Work out how many lines below hold the string "Арджанікідзэ" and state only that figure.

==== Record excerpts

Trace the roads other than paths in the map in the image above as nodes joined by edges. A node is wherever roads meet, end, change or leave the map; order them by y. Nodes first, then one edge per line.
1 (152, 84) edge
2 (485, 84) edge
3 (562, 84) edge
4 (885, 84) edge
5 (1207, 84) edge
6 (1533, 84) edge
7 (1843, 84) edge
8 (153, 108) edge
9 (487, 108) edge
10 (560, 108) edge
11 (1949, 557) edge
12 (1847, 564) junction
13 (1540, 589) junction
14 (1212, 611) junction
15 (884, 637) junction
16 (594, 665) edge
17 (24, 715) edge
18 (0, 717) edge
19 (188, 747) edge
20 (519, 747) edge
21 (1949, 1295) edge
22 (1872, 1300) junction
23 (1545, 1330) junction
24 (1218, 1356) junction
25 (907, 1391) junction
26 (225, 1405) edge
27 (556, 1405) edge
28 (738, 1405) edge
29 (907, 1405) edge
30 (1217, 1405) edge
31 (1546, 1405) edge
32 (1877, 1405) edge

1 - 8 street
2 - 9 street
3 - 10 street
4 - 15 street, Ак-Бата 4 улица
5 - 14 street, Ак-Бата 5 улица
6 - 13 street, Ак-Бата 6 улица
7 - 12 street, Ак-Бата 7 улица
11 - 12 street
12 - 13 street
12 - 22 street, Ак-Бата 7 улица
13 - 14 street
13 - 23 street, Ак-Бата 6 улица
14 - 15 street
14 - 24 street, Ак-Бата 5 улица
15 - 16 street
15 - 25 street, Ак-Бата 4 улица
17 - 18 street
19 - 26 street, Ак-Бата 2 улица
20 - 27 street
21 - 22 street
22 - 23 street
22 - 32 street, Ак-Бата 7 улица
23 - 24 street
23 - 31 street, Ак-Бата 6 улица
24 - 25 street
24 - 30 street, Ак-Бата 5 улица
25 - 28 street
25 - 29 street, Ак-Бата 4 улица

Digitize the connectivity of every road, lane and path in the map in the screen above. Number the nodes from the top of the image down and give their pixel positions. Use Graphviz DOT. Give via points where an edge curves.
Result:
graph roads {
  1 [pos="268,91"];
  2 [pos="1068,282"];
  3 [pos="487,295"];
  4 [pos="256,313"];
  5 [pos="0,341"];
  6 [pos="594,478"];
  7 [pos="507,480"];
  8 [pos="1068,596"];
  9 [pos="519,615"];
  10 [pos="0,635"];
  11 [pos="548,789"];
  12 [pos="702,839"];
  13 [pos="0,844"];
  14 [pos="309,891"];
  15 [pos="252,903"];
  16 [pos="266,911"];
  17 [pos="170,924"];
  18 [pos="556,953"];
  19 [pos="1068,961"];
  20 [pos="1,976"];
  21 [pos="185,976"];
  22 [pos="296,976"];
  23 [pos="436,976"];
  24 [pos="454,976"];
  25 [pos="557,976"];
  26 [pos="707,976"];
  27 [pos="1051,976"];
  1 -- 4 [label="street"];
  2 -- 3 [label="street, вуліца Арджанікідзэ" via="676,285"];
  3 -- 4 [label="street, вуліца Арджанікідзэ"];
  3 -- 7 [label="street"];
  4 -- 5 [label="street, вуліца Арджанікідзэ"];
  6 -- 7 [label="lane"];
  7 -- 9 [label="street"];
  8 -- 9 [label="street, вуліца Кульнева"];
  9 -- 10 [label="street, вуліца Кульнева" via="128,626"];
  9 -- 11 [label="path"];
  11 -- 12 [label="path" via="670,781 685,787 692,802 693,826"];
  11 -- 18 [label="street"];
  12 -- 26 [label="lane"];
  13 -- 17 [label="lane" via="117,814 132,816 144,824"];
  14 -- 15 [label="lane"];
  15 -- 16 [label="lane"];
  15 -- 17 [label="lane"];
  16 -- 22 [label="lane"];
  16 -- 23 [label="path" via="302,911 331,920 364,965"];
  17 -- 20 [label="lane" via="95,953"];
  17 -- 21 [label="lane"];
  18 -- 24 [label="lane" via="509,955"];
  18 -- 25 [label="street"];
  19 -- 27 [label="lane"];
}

========

» **Solution to the exercise**: 3